Online retailing has evolved to a position where M&S risks losing sales

In other words, Rowe is saying online retailing has evolved to a position where M&S risks losing sales to businesses that do sell food through the internet. From an optimistic point of view, launching an online service will also open a whole new market of customers for the retailer.

To understand Rowe and M&S’s decision, it is vital to consider the online market beyond retailers such as Tesco, Amazon and Ocado. The growth of services such as Deliveroo, UberEATS and Just Eat has made takeaways more accessible, literally eating into M&S’s market for dining in.

Rowe is looking into selling food online despite still being concerned about the economics of the service.
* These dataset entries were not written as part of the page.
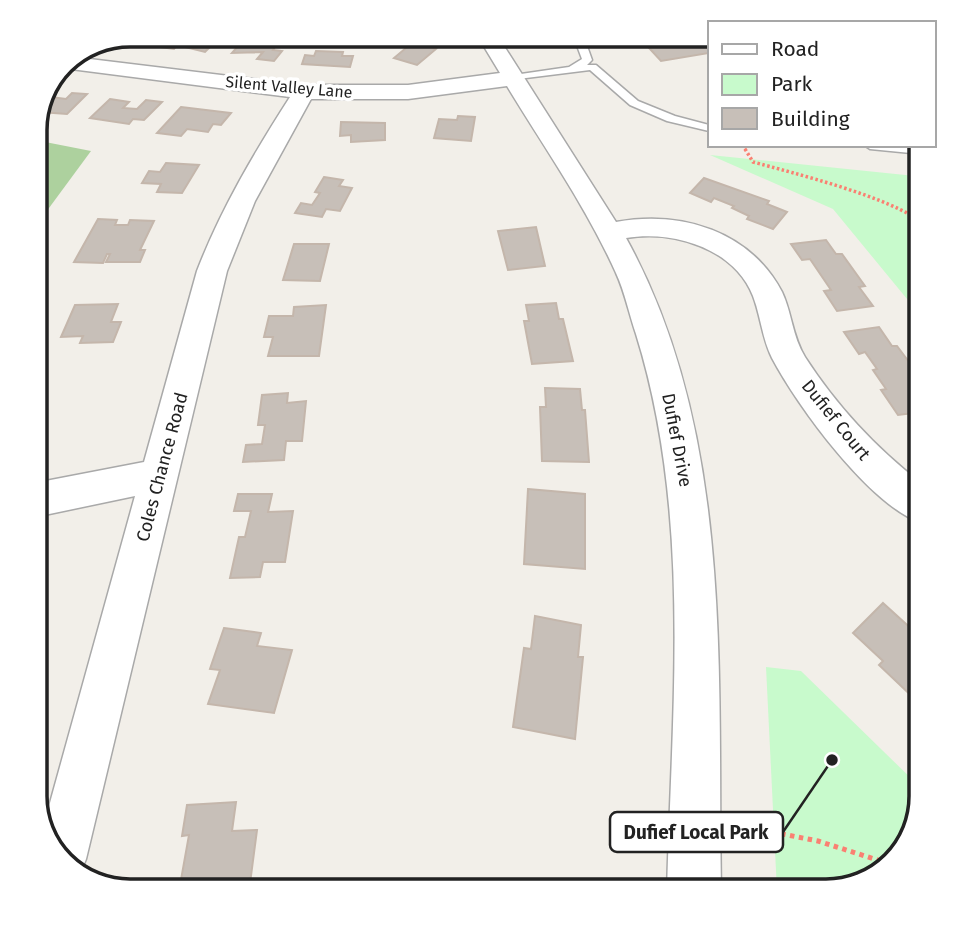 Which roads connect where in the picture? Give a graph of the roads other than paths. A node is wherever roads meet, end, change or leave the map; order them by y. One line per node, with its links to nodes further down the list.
1 (494, 47): 5 (street, Dufief Drive)
2 (584, 47): 4 (lane)
3 (81, 64): 6 (street, Silent Valley Lane)
4 (574, 68): 5 (lane); 7 (lane)
5 (513, 78): 6 (street, Silent Valley Lane); 10 (street, Dufief Drive)
6 (304, 92): 11 (street, Coles Chance Road)
7 (708, 128)
8 (890, 147): 9 (lane)
9 (909, 149)
10 (609, 232): 12 (street, Dufief Court); 15 (street, Dufief Drive)
11 (159, 475): 13 (street); 14 (street, Coles Chance Road)
12 (909, 496)
13 (47, 498)
14 (64, 844)
15 (694, 879)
He told staff that it was “not something that we are going to rush into until we have substantial customer insight and a better understanding of what is right for M&S and right for our customers”.

Learn from successes and failures

Marks&Spencer Food to Order

MS already has a Food to Order range that can be collected in store - Source: Shutterstock/urbanbuzz

Retailers continue to struggle to make their online operations as profitable as their high-street shops, even as the scale of the online shopping market grows.

Their dilemmas include how to deal with high levels of returns - more than a third of orders for some clothing retailers - and how to make the delivery of the order from a warehouse or store to the home of the customer as efficient as possible.

It will be fascinating to see how M&S decides to approach online food retailing. It does not exactly have a blank sheet of paper because it has a network of hundreds of shops across the country that it needs to run profitably, but it can learn from the successes and failures of its rivals.

It would be surprising if M&S simply decided to pay Ocado to run its online delivery service in the same way that Morrisons did in 2014.

This would mean routing M&S food through Ocado’s warehouses on the way to customers when instead it could use the shop-picking model, which is favoured by other retailers because it gives another purpose to underperforming shops.

Other options for M&S include teaming up with Deliveroo or UberEATS and effectively marketing its online food offering as a takeaway service, or behaving like a wholesaler and selling its products through a different retailer such as Amazon.

Alternatively, it could charge more for delivery than other food retailers, thereby covering the cost of shoppers making smaller orders and encouraging them to add more items to their basket. This approach could work better for M&S than other retailers because of the brand’s upmarket positioning and the affluence of some of its customers.

Of course, Rowe and his team could ultimately decide it is simply not worth selling food online and that M&S should continue to focus on opening more Simply Food shops around the UK.

But whatever M&S’s decision and however customers react, it will offer a clue to how online shopping will develop and the future role of bricks-and-mortar shops.